Harper was not asked and did not say whether he would support a private-member's bill on the issues.

In December, the prime minister voted against a private-members bill that would have criminalized coercing a woman into having an abortion.

The suspicion the Conservatives harbour a secret agenda they would spring on the country if they got the chance has plagued Harper in the past, particularly on social issues.

Opposition MPs have often referred to the perceived horrors that would result if, instead of being held in check in the House of Commons, Tories formed a clear majority capable of pushing through anything they want.

Trying to stay on the offensive Monday, the prime minister was again taken off message by fresh questions on ethics and his judgment.

The Canadian Press revealed Sunday that former top adviser Bruce Carson, who is now under RCMP investigation, had been convicted on five counts of fraud -- three more than previously published -- and received court-ordered psychiatric treatment before he was hired by Harper.

The prime minister responded that he had known Carson had "difficulties with the law many, many years ago, some 25 years ago," but not all the troubles, or he suggested, the latest convictions, which came in 1990.

"I did not know about these revelations we're finding out today," he added. "I don't know why I did not know. Had I known these things, obviously I would not have hired him."

It was clearer sailing for Liberal Leader Michael Ignatieff, who travelled to Halifax following Sunday's launch of a party platform containing $8 billion in spending pledges, mostly aimed at helping families, students and the elderly.

Highlighting one aspect of the platform, Ignatieff told supporters a Liberal government would pay veterans the full costs of tuition, books, accommodations and living expenses for up to four years of post-secondary education or technical training. The program is estimated to cost $120 million over two years.

"While Stephen Harper chooses to spend $30 billion on untendered stealth-fighter jets, we're saying clearly our priority is vets, not jets," Ignatieff said.

"There can be no more fitting tribute to the service of our Canadian Forces than to guarantee that they have full support to go to college, university or technical training after they complete their service."

In response, Harper questioned whether the Liberals will be able to make $6 billion in savings from scrapping the most recent and next year's corporate tax cuts.

Ignatieff was having none of it, though. He said the party is only counting on $5.2 billion in extra revenues from the tax changes.

"We were very careful, we were prudent, we were cautious," he said. "We did very careful projections based on a series of independent estimates of revenue ... we definitely did not pull that out of the sky."
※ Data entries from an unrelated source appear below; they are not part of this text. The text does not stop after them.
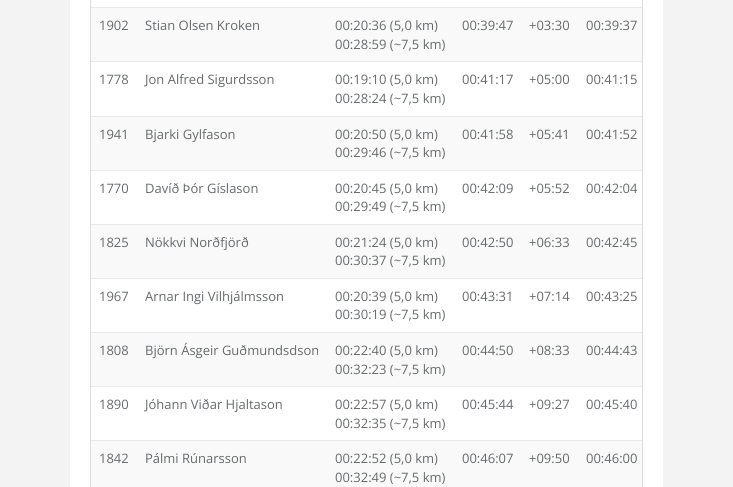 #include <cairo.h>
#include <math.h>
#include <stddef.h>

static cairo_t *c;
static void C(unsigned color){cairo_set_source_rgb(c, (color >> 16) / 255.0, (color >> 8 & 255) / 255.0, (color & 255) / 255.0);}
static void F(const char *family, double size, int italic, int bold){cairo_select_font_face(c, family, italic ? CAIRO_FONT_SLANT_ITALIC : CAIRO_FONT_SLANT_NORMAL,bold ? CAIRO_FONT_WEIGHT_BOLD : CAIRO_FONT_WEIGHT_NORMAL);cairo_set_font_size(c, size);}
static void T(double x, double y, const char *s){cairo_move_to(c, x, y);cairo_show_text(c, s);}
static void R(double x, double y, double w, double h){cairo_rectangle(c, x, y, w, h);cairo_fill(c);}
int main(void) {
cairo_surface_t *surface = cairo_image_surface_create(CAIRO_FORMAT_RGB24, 733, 487);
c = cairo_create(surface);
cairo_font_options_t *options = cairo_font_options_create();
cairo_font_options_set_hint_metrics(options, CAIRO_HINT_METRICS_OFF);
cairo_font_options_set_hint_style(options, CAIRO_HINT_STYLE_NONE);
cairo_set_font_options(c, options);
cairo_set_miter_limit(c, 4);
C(0xf3f3f4);
cairo_paint(c);
C(0xffffff);
R(70,0,593,487);
cairo_rectangle(c,90.5,-.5,552,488);
C(0xdddddd);
cairo_set_line_width(c,1);
cairo_stroke(c);
C(0xf9f9f9);
R(91,8,551,53);
F("Open Sans",13,0,0);
C(0x676a6c);
T(99,30,"1902");
T(145,30,"Stian Olsen Kroken");
T(335,30,"00:20:36 (5,0 km)");
T(335,49,"00:28:59 (~7,5 km)");
T(462,30,"00:39:47");
T(529,30,"+03:30");
C(0xe7eaec);
R(91,7,551,1);
C(0x676a6c);
T(586,30,"00:39:37");
T(99,84,"1778");
T(145,84,"Jon Alfred Sigurdsson");
T(335,84,"00:19:10 (5,0 km)");
T(335,103,"00:28:24 (~7,5 km)");
T(462,84,"00:41:17");
T(529,84,"+05:00");
C(0xe7eaec);
R(91,61,551,1);
C(0x676a6c);
T(586,84,"00:41:15");
C(0xf9f9f9);
R(91,117,551,53);
C(0x676a6c);
T(99,139,"1941");
T(145,139,"Bjarki Gylfason");
T(335,139,"00:20:50 (5,0 km)");
T(335,157,"00:29:46 (~7,5 km)");
T(462,139,"00:41:58");
T(529,139,"+05:41");
C(0xe7eaec);
R(91,116,551,1);
C(0x676a6c);
T(586,139,"00:41:52");
T(99,193,"1770");
T(145,193,"Davíð Þór Gíslason");
T(335,193,"00:20:45 (5,0 km)");
T(335,211,"00:29:49 (~7,5 km)");
T(462,193,"00:42:09");
T(529,193,"+05:52");
C(0xe7eaec);
R(91,170,551,1);
C(0x676a6c);
T(586,193,"00:42:04");
C(0xf9f9f9);
R(91,225,551,53);
C(0x676a6c);
T(99,247,"1825");
T(145,247,"Nökkvi Norðfjörð");
T(335,247,"00:21:24 (5,0 km)");
T(335,265,"00:30:37 (~7,5 km)");
T(462,247,"00:42:50");
T(529,247,"+06:33");
C(0xe7eaec);
R(91,224,551,1);
C(0x676a6c);
T(586,247,"00:42:45");
T(99,301,"1967");
T(145,301,"Arnar Ingi Vilhjálmsson");
T(335,301,"00:20:39 (5,0 km)");
T(335,319,"00:30:19 (~7,5 km)");
T(462,301,"00:43:31");
T(529,301,"+07:14");
C(0xe7eaec);
R(91,278,551,1);
C(0x676a6c);
T(586,301,"00:43:25");
C(0xf9f9f9);
R(91,333,551,53);
C(0x676a6c);
T(99,355,"1808");
T(145,355,"Björn Ásgeir Guðmundsdson");
T(335,355,"00:22:40 (5,0 km)");
T(335,374,"00:32:23 (~7,5 km)");
T(462,355,"00:44:50");
T(529,355,"+08:33");
C(0xe7eaec);
R(91,332,551,1);
C(0x676a6c);
T(586,355,"00:44:43");
T(99,409,"1890");
T(145,409,"Jóhann Viðar Hjaltason");
T(335,409,"00:22:57 (5,0 km)");
T(335,428,"00:32:35 (~7,5 km)");
T(462,409,"00:45:44");
T(529,409,"+09:27");
C(0xe7eaec);
R(91,386,551,1);
C(0x676a6c);
T(586,409,"00:45:40");
C(0xf9f9f9);
R(91,441,551,46);
C(0x676a6c);
T(99,463,"1842");
T(145,463,"Pálmi Rúnarsson");
T(335,463,"00:22:52 (5,0 km)");
T(335,482,"00:32:49 (~7,5 km)");
T(462,463,"00:46:07");
T(529,463,"+09:50");
C(0xe7eaec);
R(91,440,551,1);
C(0x676a6c);
T(586,463,"00:46:00");
cairo_surface_write_to_png(surface, "o.png");
cairo_font_options_destroy(options);
cairo_destroy(c);
cairo_surface_destroy(surface);
return 0;
}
NDP Leader Jack Layton was in Toronto touting his plan to expand and improve the Canada Pension Plan. He moved to shore up an embarrassing hole in his line-up of candidates after Ryan Dolby defected to the Liberals in a London, Ont. riding.

He, too, was critical of the Liberal's new pledges, not because they were too costly, but because he said they were his ideas to start with.

Meanwhile, the Green party's Elizabeth May, still smarting from being excluded from upcoming televised debates, lamented the corporate control and concentration of the Canadian media and called for $450 million in additional funding for the CBC.